Una testimonianza – degli anni Novanta – del figlio Fabrizio tratteggia molto bene il suo stato d’animo: «C’è una frase di Simone Weil che mio padre amava particolarmente: “Noi dobbiamo essere sempre disposti a cambiare di parte come la giustizia, questa eterna fuggiasca dal campo dei vincitori”. Lui certo ha sempre fatto così. Antifascista della prima ora, e soprattutto antifascista per ragioni morali dopo l’aggressione all’Etiopia e successivamente per le leggi razziali, adottò il termine “anti-antifascista” quando cominciò ad assistere a quell’indegno fenomeno di immediato ripudio per ragioni di interesse di quello stesso campo che prima si era abbracciato».
Fatto sta che nei primi anni Cinquanta Del Noce si ritrova in sintonia con le posizioni dei giovani raccolti attorno alla rivista bolognese “il Mulino”. In particolare il filosofo si ritrovava nelle tesi dell’editoriale del 1957 dal titolo “La misura del nostro compito: il post-fascismo”. Sulla stessa linea interpretativa si era già mosso qualche anno prima anche Felice Balbo, un altro filosofo amico di Del Noce, ispirando, tra il ’53 e il ’54, una rivista, “Terza generazione”, che tendeva a porsi fuori ormai dalla logica fascismo/antifascismo per consentire una crescita comune, non ideologica, degli italiani e contagiare l’intellettualità di nuova generazione. Il filo conduttore della rivista era quello di orientare il dibattito pubblico e politico verso una nuova frontiera: il “postfascismo”, obiettivo della nuova generazione degli anni ’50 (la terza) dopo la prima generazione, fascista, e la seconda, antifascista. Un “postfascismo” dichiarato che – come sarà con sfumature diverse per il gruppo de “il Mulino – implicava un riesame interpretativo della storia italiana del Novecento e una rilettura del fascismo come «esame di coscienza delle generazioni».
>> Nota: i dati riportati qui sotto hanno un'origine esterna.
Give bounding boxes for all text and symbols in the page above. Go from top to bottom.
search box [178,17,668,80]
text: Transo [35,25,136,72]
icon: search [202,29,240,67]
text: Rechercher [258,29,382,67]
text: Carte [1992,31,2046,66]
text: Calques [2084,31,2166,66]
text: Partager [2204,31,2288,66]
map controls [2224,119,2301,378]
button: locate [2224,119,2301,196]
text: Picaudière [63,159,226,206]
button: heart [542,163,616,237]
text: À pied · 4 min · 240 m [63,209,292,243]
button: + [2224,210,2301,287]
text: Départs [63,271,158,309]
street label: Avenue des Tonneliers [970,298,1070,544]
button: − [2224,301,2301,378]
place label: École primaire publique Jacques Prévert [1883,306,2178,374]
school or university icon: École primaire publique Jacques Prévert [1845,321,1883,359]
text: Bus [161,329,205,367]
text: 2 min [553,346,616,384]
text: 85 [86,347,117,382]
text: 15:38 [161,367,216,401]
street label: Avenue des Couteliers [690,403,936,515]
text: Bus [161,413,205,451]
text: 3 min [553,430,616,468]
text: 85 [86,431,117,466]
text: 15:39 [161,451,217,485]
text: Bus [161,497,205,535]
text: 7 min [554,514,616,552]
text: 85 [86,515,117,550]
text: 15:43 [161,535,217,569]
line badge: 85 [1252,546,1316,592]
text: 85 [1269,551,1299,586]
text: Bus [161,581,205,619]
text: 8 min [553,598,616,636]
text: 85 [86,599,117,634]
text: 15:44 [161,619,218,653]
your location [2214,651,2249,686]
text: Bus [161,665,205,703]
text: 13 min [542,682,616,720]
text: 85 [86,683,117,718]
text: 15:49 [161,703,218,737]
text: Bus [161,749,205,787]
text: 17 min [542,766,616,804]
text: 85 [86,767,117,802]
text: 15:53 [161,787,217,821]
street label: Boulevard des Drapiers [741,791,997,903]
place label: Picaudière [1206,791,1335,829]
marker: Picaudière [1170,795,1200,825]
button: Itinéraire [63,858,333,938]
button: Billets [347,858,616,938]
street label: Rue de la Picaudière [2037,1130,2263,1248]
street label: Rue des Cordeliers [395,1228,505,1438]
Proprio sulla consapevolezza della comune fase postfascista, Del Noce scriverà un importante saggio - Idee per l’interpretazione del fascismo - sulla rivista “L’Ordine civile” nell’aprile 1960. L’importanza di questo saggio – che si ricollegava al ragionamento svolto qualche numero prima da Baget Bozzo sulla rivista, in dialogo con un giovane neofascista – sarà tale che verrà considerato come il punto di partenza nell’approccio storiografico al tema del fascismo da parte di studiosi come Renzo De Felice ed Ernst Nolte. La tesi di Del Noce era che occorreva passare, a oltre dieci anni dalla fine della guerra, a una interpretazione oggettiva, in grado di porsi oltre le fuorvianti polemiche tra “antifascismo militante”, di cui la massima espressione era ravvisabile negli azionisti, che si ispirava alla visione “rivelativa” dei mali d’Italia, e “filofascismo”, fenomeno non più concepibile dopo l’esaurimento storico del fenomeno. Lo schema dell’“antifascismo militante” tipico dell’azionismo, poi fatto proprio anche dalle sinistre democristiane, mirava invece a mantenere in vita – ad avviso di Del Noce – il “pericolo” di un fascismo in realtà inesistente da tempo.
Che tutto questo fosse chiaro alla fine degli anni Cinquanta e che, invece, venga cercato di venire attualizzato oggi, oltre sessant’anni dopo, dovrebbe fare riflettere giornalisti, intellettuali e politici. A chi giova riesumare un dibattito morto e sepolto?